* What the task asks
This exercise calls for retyping every line below exactly, with the images omitted.

----- Raw data

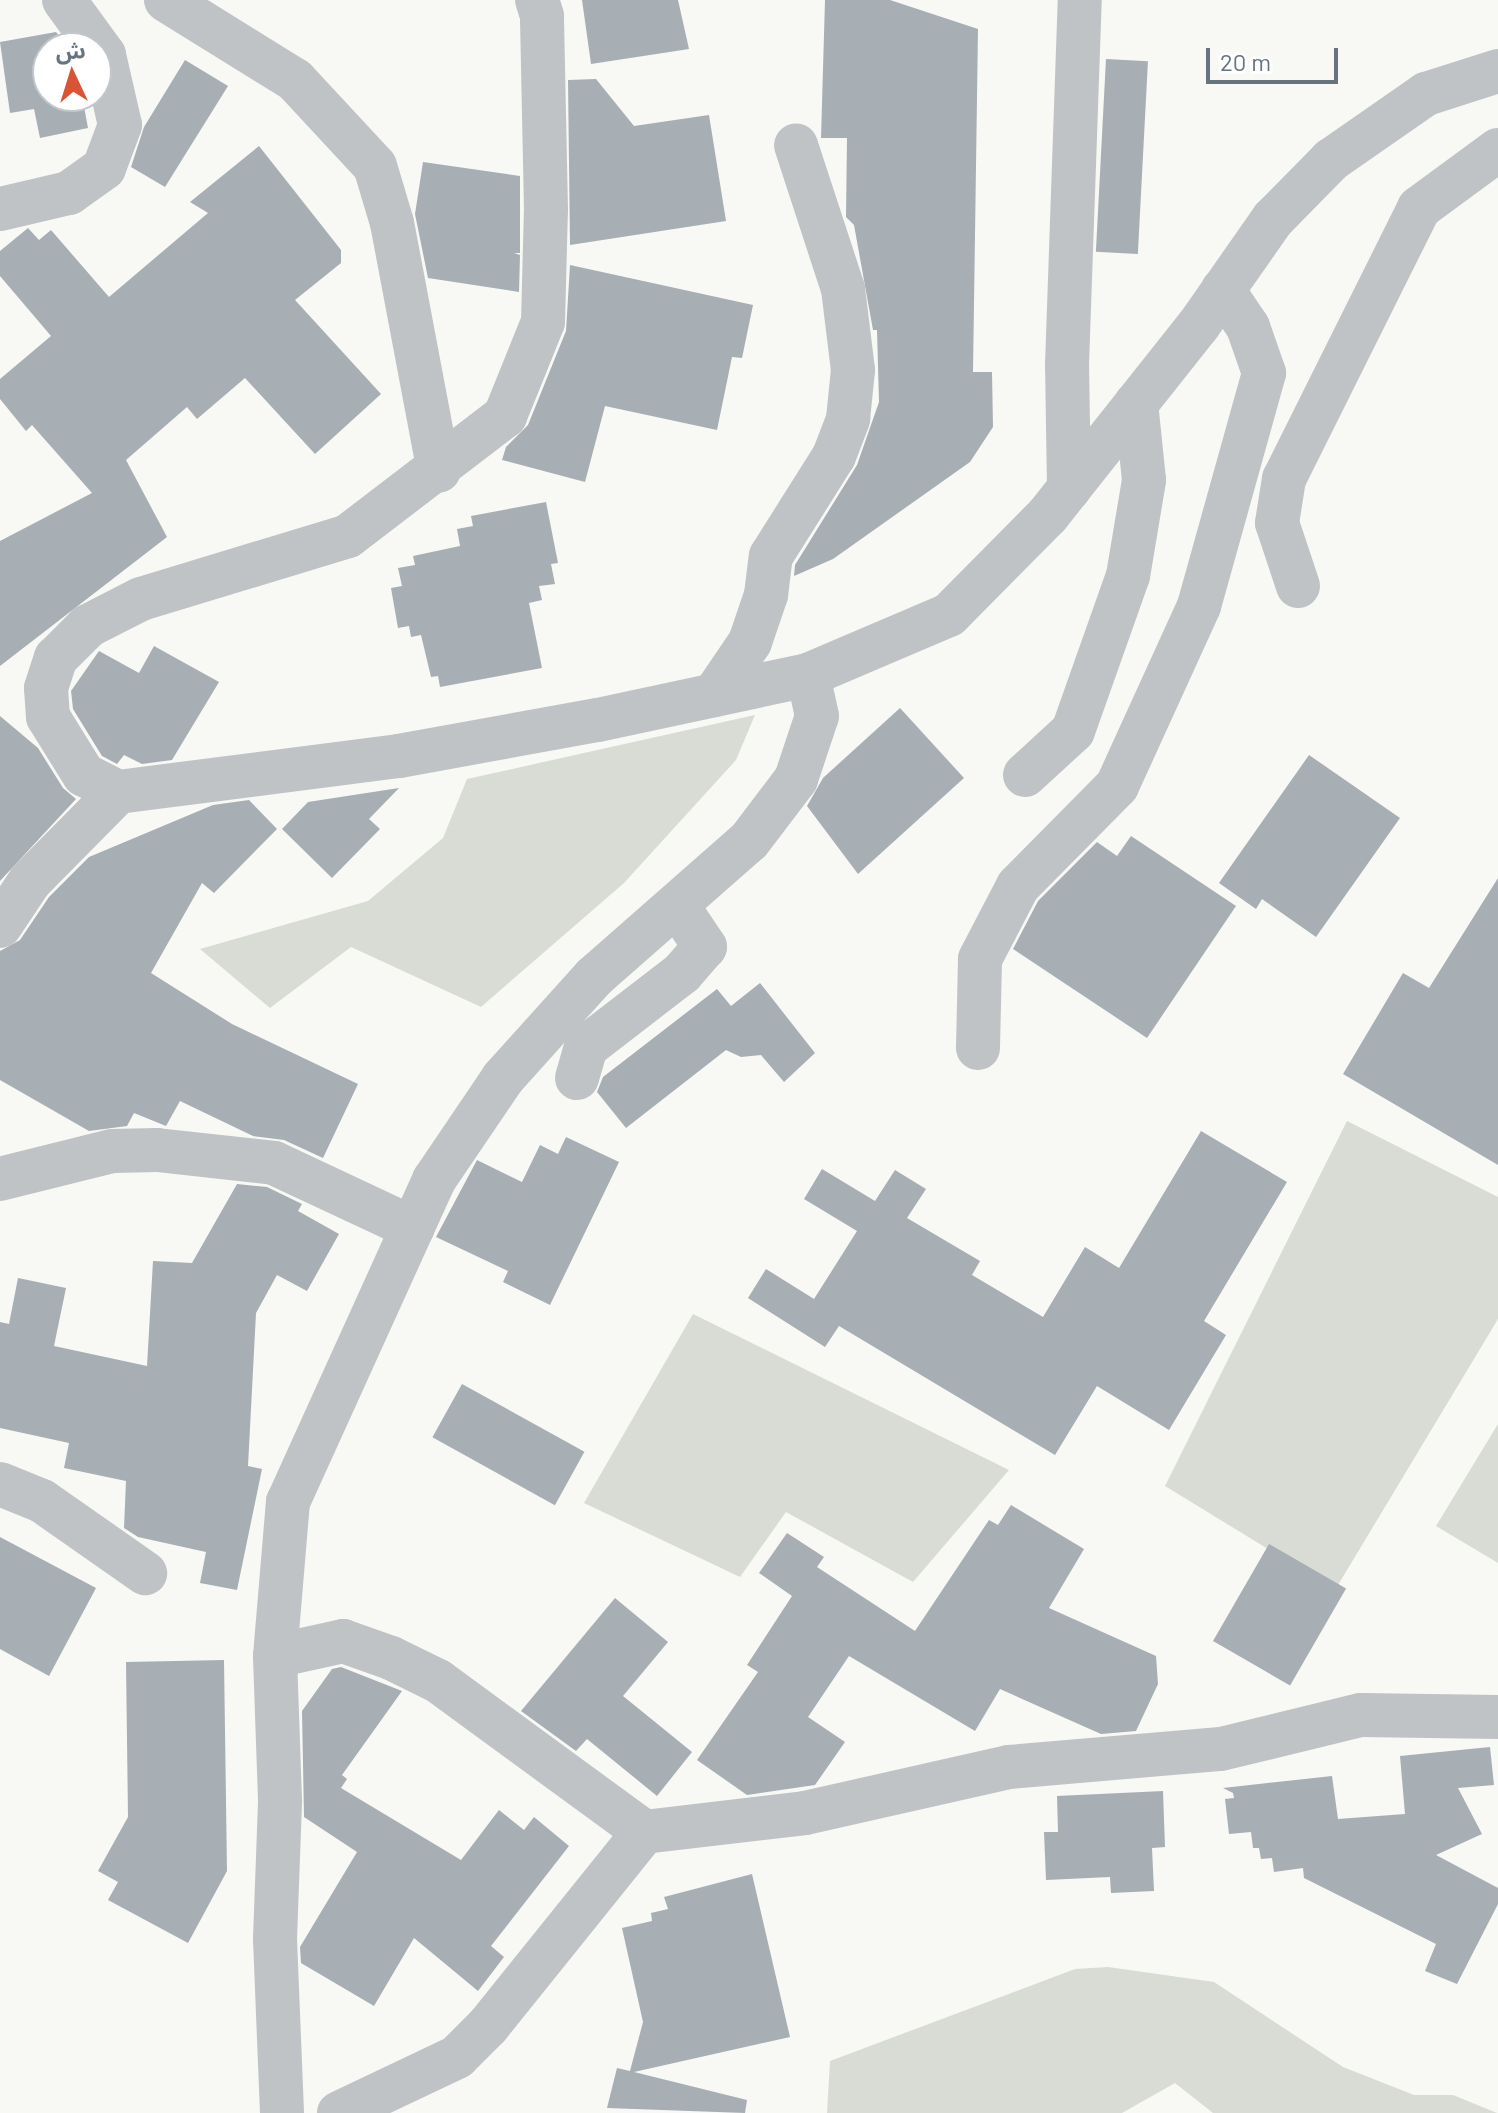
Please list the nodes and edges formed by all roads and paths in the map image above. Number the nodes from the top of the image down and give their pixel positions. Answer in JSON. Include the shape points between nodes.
{"nodes":[{"id":1,"x":64,"y":0,"type":"edge"},
{"id":2,"x":166,"y":0,"type":"edge"},
{"id":3,"x":537,"y":0,"type":"edge"},
{"id":4,"x":1080,"y":0,"type":"edge"},
{"id":5,"x":1498,"y":71,"type":"edge"},
{"id":6,"x":796,"y":145,"type":"dead end"},
{"id":7,"x":1498,"y":150,"type":"edge"},
{"id":8,"x":0,"y":209,"type":"edge"},
{"id":9,"x":1223,"y":290,"type":"junction"},
{"id":10,"x":1136,"y":403,"type":"junction"},
{"id":11,"x":439,"y":471,"type":"junction"},
{"id":12,"x":1069,"y":489,"type":"junction"},
{"id":13,"x":1298,"y":586,"type":"dead end"},
{"id":14,"x":808,"y":675,"type":"junction"},
{"id":15,"x":714,"y":695,"type":"junction"},
{"id":16,"x":1025,"y":775,"type":"dead end"},
{"id":17,"x":118,"y":792,"type":"junction"},
{"id":18,"x":677,"y":905,"type":"junction"},
{"id":19,"x":0,"y":926,"type":"edge"},
{"id":20,"x":978,"y":1048,"type":"dead end"},
{"id":21,"x":577,"y":1078,"type":"dead end"},
{"id":22,"x":0,"y":1179,"type":"edge"},
{"id":23,"x":413,"y":1228,"type":"junction"},
{"id":24,"x":0,"y":1484,"type":"edge"},
{"id":25,"x":145,"y":1573,"type":"dead end"},
{"id":26,"x":275,"y":1656,"type":"junction"},
{"id":27,"x":1498,"y":1717,"type":"edge"},
{"id":28,"x":644,"y":1832,"type":"junction"},
{"id":29,"x":282,"y":2113,"type":"edge"},
{"id":30,"x":339,"y":2113,"type":"edge"}],
"edges":[{"from":1,"to":8,"type":"street","via":[[104,55],[120,125],[104,168],[81,185],[28,206]]},
{"from":2,"to":11,"type":"street","via":[[295,80],[375,166],[392,223]]},
{"from":3,"to":11,"type":"street","via":[[545,195],[543,322],[505,416]]},
{"from":4,"to":12,"type":"street","via":[[1067,365]]},
{"from":5,"to":9,"type":"street","via":[[1426,94],[1331,160],[1273,219]]},
{"from":6,"to":15,"type":"street","via":[[843,289],[853,370],[848,419],[834,456],[771,556],[766,595],[750,642]]},
{"from":7,"to":13,"type":"street","via":[[1419,208],[1284,479],[1277,523]]},
{"from":9,"to":10,"type":"street"},
{"from":9,"to":20,"type":"street","via":[[1248,327],[1264,373],[1199,606],[1117,786],[1018,886],[980,959]]},
{"from":10,"to":12,"type":"street"},
{"from":10,"to":16,"type":"street","via":[[1144,480],[1128,576],[1073,731]]},
{"from":11,"to":17,"type":"street","via":[[348,536],[141,599],[88,626],[56,658],[46,688],[48,717],[84,775]]},
{"from":12,"to":14,"type":"street","via":[[949,615]]},
{"from":14,"to":15,"type":"street"},
{"from":14,"to":18,"type":"street","via":[[817,716],[796,779],[749,841]]},
{"from":15,"to":17,"type":"street","via":[[399,756]]},
{"from":17,"to":19,"type":"street","via":[[30,881]]},
{"from":18,"to":21,"type":"street","via":[[705,947],[682,973],[586,1047]]},
{"from":18,"to":23,"type":"street","via":[[594,977],[503,1078],[434,1180]]},
{"from":22,"to":23,"type":"street","via":[[112,1151],[157,1150],[259,1161],[329,1186]]},
{"from":23,"to":26,"type":"street","via":[[288,1502]]},
{"from":24,"to":25,"type":"street","via":[[42,1501]]},
{"from":26,"to":28,"type":"street","via":[[343,1641],[438,1681]]},
{"from":26,"to":29,"type":"street","via":[[280,1800],[275,1939]]},
{"from":27,"to":28,"type":"street","via":[[1361,1715],[1221,1749],[1009,1767],[805,1813]]},
{"from":28,"to":30,"type":"street","via":[[488,2026],[457,2057]]}]}
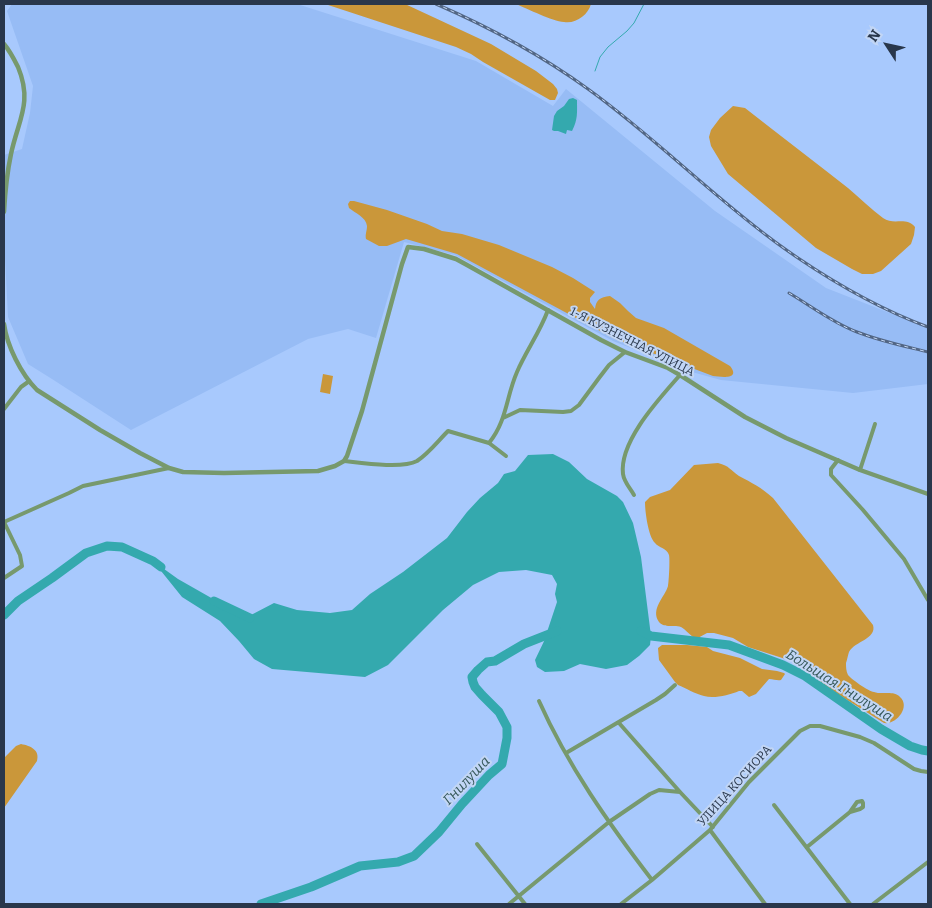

----------

* Answer to this problem
Please list the nodes and edges formed by all roads and paths in the map image above. Number the nodes from the top of the image down and give their pixel positions. Answer in JSON. Include the shape points between nodes.
{"nodes":[{"id":1,"x":64,"y":0,"type":"edge"},
{"id":2,"x":166,"y":0,"type":"edge"},
{"id":3,"x":537,"y":0,"type":"edge"},
{"id":4,"x":1080,"y":0,"type":"edge"},
{"id":5,"x":1498,"y":71,"type":"edge"},
{"id":6,"x":796,"y":145,"type":"dead end"},
{"id":7,"x":1498,"y":150,"type":"edge"},
{"id":8,"x":0,"y":209,"type":"edge"},
{"id":9,"x":1223,"y":290,"type":"junction"},
{"id":10,"x":1136,"y":403,"type":"junction"},
{"id":11,"x":439,"y":471,"type":"junction"},
{"id":12,"x":1069,"y":489,"type":"junction"},
{"id":13,"x":1298,"y":586,"type":"dead end"},
{"id":14,"x":808,"y":675,"type":"junction"},
{"id":15,"x":714,"y":695,"type":"junction"},
{"id":16,"x":1025,"y":775,"type":"dead end"},
{"id":17,"x":118,"y":792,"type":"junction"},
{"id":18,"x":677,"y":905,"type":"junction"},
{"id":19,"x":0,"y":926,"type":"edge"},
{"id":20,"x":978,"y":1048,"type":"dead end"},
{"id":21,"x":577,"y":1078,"type":"dead end"},
{"id":22,"x":0,"y":1179,"type":"edge"},
{"id":23,"x":413,"y":1228,"type":"junction"},
{"id":24,"x":0,"y":1484,"type":"edge"},
{"id":25,"x":145,"y":1573,"type":"dead end"},
{"id":26,"x":275,"y":1656,"type":"junction"},
{"id":27,"x":1498,"y":1717,"type":"edge"},
{"id":28,"x":644,"y":1832,"type":"junction"},
{"id":29,"x":282,"y":2113,"type":"edge"},
{"id":30,"x":339,"y":2113,"type":"edge"}],
"edges":[{"from":1,"to":8,"type":"street","via":[[104,55],[120,125],[104,168],[81,185],[28,206]]},
{"from":2,"to":11,"type":"street","via":[[295,80],[375,166],[392,223]]},
{"from":3,"to":11,"type":"street","via":[[545,195],[543,322],[505,416]]},
{"from":4,"to":12,"type":"street","via":[[1067,365]]},
{"from":5,"to":9,"type":"street","via":[[1426,94],[1331,160],[1273,219]]},
{"from":6,"to":15,"type":"street","via":[[843,289],[853,370],[848,419],[834,456],[771,556],[766,595],[750,642]]},
{"from":7,"to":13,"type":"street","via":[[1419,208],[1284,479],[1277,523]]},
{"from":9,"to":10,"type":"street"},
{"from":9,"to":20,"type":"street","via":[[1248,327],[1264,373],[1199,606],[1117,786],[1018,886],[980,959]]},
{"from":10,"to":12,"type":"street"},
{"from":10,"to":16,"type":"street","via":[[1144,480],[1128,576],[1073,731]]},
{"from":11,"to":17,"type":"street","via":[[348,536],[141,599],[88,626],[56,658],[46,688],[48,717],[84,775]]},
{"from":12,"to":14,"type":"street","via":[[949,615]]},
{"from":14,"to":15,"type":"street"},
{"from":14,"to":18,"type":"street","via":[[817,716],[796,779],[749,841]]},
{"from":15,"to":17,"type":"street","via":[[399,756]]},
{"from":17,"to":19,"type":"street","via":[[30,881]]},
{"from":18,"to":21,"type":"street","via":[[705,947],[682,973],[586,1047]]},
{"from":18,"to":23,"type":"street","via":[[594,977],[503,1078],[434,1180]]},
{"from":22,"to":23,"type":"street","via":[[112,1151],[157,1150],[259,1161],[329,1186]]},
{"from":23,"to":26,"type":"street","via":[[288,1502]]},
{"from":24,"to":25,"type":"street","via":[[42,1501]]},
{"from":26,"to":28,"type":"street","via":[[343,1641],[438,1681]]},
{"from":26,"to":29,"type":"street","via":[[280,1800],[275,1939]]},
{"from":27,"to":28,"type":"street","via":[[1361,1715],[1221,1749],[1009,1767],[805,1813]]},
{"from":28,"to":30,"type":"street","via":[[488,2026],[457,2057]]}]}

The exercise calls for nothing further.